И дед и отец рассказывали о своих боевых делах неохотно и скупо. Особенно отец. Зато я читал о его подвигах в книгах — в сборниках очерков «Бойцы ушли на задание» и «Рядом с отцами». Читал, представлял и будто зримо видел юного партизана Сережку Денищенкова… Восхищался его бесстрашием, отвагой и находчивостью. Переживал и волновался, когда ему грозила смертельная опасность.

В первом ряду, второй слева командир батальона, в котором служил Владимир Денишенков, — майор Быков Г.В.

Мысленно вместе с ним и его дружками-сверстниками собирал на местах былых боев оружие и боеприпасы и передавал партизанам. Ни много ни мало — 60 винтовок, 16 пулеметов, 8 автоматов, десятки мин и гранат, несколько ящиков патронов. Вместе с ним был проводником у войсковых разведчиков, приходивших из-за линии фронта. С гордостью получал от них нелегкие задания. И выполнял, рискуя жизнью, рискуя на каждом шагу попасть в лапы фашистов.

Вместе с Сережкой Денищенковым и его друзьями я просился в партизанский отряд и вместе с ними огорчался, когда отказывали: «Слишком возрастом малы, подрастите еще немножко». А разве можно было ждать? Пока подрастешь, — чего доброго, война закончится. Потому и не ждали, действовали самостоятельно. Минировали дороги, подрывали вражескую технику. Сожгли фашистский самолет и уничтожили его экипаж.

Словом, делом доказали, что способны наравне со всеми взрослыми сражаться с ненавистными оккупантами. И тогда их приняли в партизанский отряд «За Родину». Сережка Денищенков был признанным мальчишечьим командиром, выделялся среди юных бойцов ростом и силой, отвагой и находчивостью, природной сметкой — этим, видимо, и приглянулся фронтовым разведчикам. Через некоторое время его взяли в отряд особого назначения, которым командовал майор Шестаков.

Иногда мне казалось, что не Сергей Денищенков, мой будущий отец, а я, Володька, его сын, наводил советских летчиков на фашистский аэродром под Брянском и торжествовал, видя, как пылают десятки вражеских самолетов! Что это я однажды во время разгрома одного из гитлеровских гарнизонов столкнулся лоб в лоб с удирающим бургомистром, взял его в плен и бегом-бегом погнал к партизанам…

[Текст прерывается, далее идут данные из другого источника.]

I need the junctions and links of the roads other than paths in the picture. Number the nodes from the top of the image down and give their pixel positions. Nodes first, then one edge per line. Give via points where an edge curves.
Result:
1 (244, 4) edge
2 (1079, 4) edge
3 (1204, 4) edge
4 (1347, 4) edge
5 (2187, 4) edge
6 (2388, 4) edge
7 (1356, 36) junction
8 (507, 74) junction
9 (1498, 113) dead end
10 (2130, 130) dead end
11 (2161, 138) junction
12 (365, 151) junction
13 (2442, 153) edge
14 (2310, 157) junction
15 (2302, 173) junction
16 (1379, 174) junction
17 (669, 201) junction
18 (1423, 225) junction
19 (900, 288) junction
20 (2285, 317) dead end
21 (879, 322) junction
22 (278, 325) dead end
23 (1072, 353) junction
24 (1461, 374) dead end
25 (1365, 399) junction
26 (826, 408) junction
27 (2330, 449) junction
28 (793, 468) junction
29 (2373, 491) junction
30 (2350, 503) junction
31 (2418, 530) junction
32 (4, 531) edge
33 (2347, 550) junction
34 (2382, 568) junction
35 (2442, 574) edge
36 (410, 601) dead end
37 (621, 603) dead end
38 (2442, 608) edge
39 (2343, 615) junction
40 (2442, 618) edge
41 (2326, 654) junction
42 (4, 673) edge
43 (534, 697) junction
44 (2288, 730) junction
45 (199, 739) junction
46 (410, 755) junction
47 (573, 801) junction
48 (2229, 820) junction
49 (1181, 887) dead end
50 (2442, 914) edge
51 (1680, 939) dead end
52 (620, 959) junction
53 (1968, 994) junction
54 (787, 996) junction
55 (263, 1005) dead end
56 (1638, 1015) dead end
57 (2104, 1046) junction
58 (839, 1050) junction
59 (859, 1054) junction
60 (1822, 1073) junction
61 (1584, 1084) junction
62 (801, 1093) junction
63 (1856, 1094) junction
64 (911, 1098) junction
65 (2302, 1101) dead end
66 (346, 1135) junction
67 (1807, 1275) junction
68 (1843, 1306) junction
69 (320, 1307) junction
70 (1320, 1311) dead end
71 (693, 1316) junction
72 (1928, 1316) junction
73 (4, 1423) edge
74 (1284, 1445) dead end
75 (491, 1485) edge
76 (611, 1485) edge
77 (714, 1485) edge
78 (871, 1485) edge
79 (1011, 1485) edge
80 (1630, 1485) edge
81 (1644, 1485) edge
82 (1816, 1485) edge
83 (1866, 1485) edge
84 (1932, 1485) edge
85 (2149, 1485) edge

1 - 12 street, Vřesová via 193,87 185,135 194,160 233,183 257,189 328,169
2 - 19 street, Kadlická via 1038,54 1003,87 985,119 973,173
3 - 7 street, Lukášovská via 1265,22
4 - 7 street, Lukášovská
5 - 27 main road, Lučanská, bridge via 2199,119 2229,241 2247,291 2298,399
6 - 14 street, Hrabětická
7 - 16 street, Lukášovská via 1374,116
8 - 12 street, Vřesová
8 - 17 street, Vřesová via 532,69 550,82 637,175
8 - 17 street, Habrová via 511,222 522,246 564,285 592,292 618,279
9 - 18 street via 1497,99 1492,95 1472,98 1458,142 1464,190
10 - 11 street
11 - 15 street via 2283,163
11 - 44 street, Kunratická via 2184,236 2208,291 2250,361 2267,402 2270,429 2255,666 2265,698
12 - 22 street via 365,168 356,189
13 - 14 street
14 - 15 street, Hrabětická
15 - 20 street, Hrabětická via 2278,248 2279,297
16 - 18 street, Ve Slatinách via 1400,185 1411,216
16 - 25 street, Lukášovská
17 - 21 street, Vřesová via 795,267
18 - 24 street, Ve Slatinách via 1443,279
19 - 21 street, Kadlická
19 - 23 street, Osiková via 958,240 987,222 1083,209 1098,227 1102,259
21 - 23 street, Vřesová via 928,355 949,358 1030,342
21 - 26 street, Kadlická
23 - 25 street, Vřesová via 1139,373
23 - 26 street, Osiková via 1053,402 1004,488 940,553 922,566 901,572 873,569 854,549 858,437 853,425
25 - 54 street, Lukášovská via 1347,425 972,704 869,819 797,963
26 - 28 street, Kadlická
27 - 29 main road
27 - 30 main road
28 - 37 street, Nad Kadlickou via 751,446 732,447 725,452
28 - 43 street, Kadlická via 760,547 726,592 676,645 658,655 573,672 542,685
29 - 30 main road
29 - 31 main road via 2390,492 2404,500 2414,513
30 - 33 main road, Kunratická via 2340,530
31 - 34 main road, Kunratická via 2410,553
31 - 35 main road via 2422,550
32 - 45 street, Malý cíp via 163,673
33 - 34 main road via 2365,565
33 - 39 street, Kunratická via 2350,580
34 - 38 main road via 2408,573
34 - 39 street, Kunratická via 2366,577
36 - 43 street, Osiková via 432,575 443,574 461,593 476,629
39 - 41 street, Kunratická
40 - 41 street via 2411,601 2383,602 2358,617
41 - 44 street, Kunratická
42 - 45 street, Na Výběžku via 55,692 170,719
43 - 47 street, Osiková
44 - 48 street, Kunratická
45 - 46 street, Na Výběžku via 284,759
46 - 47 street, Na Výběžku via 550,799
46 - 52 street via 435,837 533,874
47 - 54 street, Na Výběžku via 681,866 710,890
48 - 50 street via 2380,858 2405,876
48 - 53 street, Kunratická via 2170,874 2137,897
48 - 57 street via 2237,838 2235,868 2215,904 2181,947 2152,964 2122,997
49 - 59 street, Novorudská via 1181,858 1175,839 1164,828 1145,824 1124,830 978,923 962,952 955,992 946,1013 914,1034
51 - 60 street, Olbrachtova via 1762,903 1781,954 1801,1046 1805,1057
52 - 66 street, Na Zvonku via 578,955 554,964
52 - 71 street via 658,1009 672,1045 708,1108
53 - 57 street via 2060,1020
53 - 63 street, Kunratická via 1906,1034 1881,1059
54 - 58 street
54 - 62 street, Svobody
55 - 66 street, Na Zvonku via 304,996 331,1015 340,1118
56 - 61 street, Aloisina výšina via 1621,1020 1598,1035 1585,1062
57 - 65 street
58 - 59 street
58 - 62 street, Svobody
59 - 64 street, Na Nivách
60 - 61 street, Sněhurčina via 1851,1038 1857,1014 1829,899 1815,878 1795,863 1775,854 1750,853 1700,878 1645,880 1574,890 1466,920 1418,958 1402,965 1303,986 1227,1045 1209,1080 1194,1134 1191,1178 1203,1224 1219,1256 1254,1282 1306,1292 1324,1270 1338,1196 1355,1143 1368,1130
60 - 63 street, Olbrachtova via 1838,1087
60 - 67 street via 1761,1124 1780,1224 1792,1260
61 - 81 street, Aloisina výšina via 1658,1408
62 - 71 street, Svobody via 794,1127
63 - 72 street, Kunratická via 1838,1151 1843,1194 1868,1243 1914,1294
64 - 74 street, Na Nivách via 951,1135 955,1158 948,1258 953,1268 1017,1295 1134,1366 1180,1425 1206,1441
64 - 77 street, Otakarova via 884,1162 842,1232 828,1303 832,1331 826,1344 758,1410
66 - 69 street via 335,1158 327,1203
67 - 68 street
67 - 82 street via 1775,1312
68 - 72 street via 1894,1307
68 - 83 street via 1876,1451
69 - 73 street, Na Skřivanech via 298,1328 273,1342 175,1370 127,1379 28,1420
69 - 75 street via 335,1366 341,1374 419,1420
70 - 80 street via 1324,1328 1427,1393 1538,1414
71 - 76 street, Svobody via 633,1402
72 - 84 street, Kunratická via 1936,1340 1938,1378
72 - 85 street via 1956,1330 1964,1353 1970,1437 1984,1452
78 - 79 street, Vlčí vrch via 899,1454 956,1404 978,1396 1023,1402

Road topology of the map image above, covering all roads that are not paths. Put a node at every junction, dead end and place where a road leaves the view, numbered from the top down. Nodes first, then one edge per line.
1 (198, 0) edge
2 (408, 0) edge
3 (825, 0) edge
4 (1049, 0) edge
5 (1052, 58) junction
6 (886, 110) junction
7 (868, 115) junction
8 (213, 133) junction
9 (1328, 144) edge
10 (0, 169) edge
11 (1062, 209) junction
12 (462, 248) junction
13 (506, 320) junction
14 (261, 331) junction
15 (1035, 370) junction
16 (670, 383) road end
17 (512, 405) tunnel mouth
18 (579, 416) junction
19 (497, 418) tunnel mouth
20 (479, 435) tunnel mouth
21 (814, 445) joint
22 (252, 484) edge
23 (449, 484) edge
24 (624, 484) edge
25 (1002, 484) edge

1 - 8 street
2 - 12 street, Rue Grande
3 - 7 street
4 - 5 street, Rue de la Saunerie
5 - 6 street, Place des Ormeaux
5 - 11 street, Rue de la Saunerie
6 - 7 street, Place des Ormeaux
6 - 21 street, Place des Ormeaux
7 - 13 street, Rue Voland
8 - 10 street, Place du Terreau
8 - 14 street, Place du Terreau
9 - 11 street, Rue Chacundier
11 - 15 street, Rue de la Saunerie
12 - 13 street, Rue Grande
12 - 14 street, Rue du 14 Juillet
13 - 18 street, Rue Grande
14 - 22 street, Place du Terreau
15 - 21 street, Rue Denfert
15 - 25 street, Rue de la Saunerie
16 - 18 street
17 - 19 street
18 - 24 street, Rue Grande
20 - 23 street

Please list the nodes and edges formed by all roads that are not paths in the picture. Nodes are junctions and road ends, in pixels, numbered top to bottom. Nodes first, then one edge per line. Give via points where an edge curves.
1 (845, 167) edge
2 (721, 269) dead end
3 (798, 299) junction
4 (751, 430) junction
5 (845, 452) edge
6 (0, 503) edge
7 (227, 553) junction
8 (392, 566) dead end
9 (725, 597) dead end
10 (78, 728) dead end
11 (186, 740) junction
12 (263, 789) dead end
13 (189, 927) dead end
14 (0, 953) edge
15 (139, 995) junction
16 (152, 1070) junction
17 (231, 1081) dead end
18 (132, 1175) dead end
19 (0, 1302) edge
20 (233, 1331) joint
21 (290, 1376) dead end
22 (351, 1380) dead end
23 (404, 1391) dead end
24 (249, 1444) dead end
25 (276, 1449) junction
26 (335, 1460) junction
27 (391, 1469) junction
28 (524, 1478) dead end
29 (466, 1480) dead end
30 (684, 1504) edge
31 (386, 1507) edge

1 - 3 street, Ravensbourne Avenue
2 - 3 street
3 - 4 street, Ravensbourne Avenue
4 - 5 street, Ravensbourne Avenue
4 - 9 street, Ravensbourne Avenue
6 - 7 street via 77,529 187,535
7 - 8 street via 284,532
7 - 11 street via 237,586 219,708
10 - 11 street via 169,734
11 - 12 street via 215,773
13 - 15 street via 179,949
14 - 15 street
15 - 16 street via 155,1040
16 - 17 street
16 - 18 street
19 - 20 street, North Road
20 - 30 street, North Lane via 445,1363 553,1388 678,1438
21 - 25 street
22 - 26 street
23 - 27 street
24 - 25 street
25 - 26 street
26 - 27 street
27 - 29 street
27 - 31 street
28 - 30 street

Так я примерял отцовские подвиги, мысленно ставя себя на его место, задумываясь над тем: смог бы ли, как он?.. Я восхищался его подвигами и гордился. И завидовал. Завидовал тому, что отцовская юность совпала с героическим временем. И удручался. Тем, что сейчас ни испытать, ни проявить себя негде. Разве что в армии?

К службе я готовился серьезно. Закалялся физически. Сам для себя выбрал род войск — ВДВ. Если служить — так там, где труднее, интереснее, где больше романтики. В институт с первого захода я по конкурсу не прошел, год работал слесарем на заводе, занимался в аэроклубе, осваивал парашютное дело. Затем сделал еще одну попытку поступить в институт. Она увенчалась успехом, я стал студентом Минского государственного педагогического института иностранных языков. После первого курса меня призвали в армию. Честно говоря, не хотелось прерывать учебу, но я понимал, что пришло время отдать долг, и отдать его надо не как-нибудь, а на совесть и честно, как подобает сыну фронтовика…

В нашей роте было двое сыновей фронтовиков: я и еще Саша Соловьев. Тоже солдат. Сашин отец, Соловьев Георгий Демидович, в семнадцать лет добровольно на фронт ушел, боевые награды имеет. И Саша старался выполнять свой воинский и интернациональный долг так, чтобы родители могли его боевыми делами гордиться. Трех медалей «За отвагу» удостоился он за свои подвиги.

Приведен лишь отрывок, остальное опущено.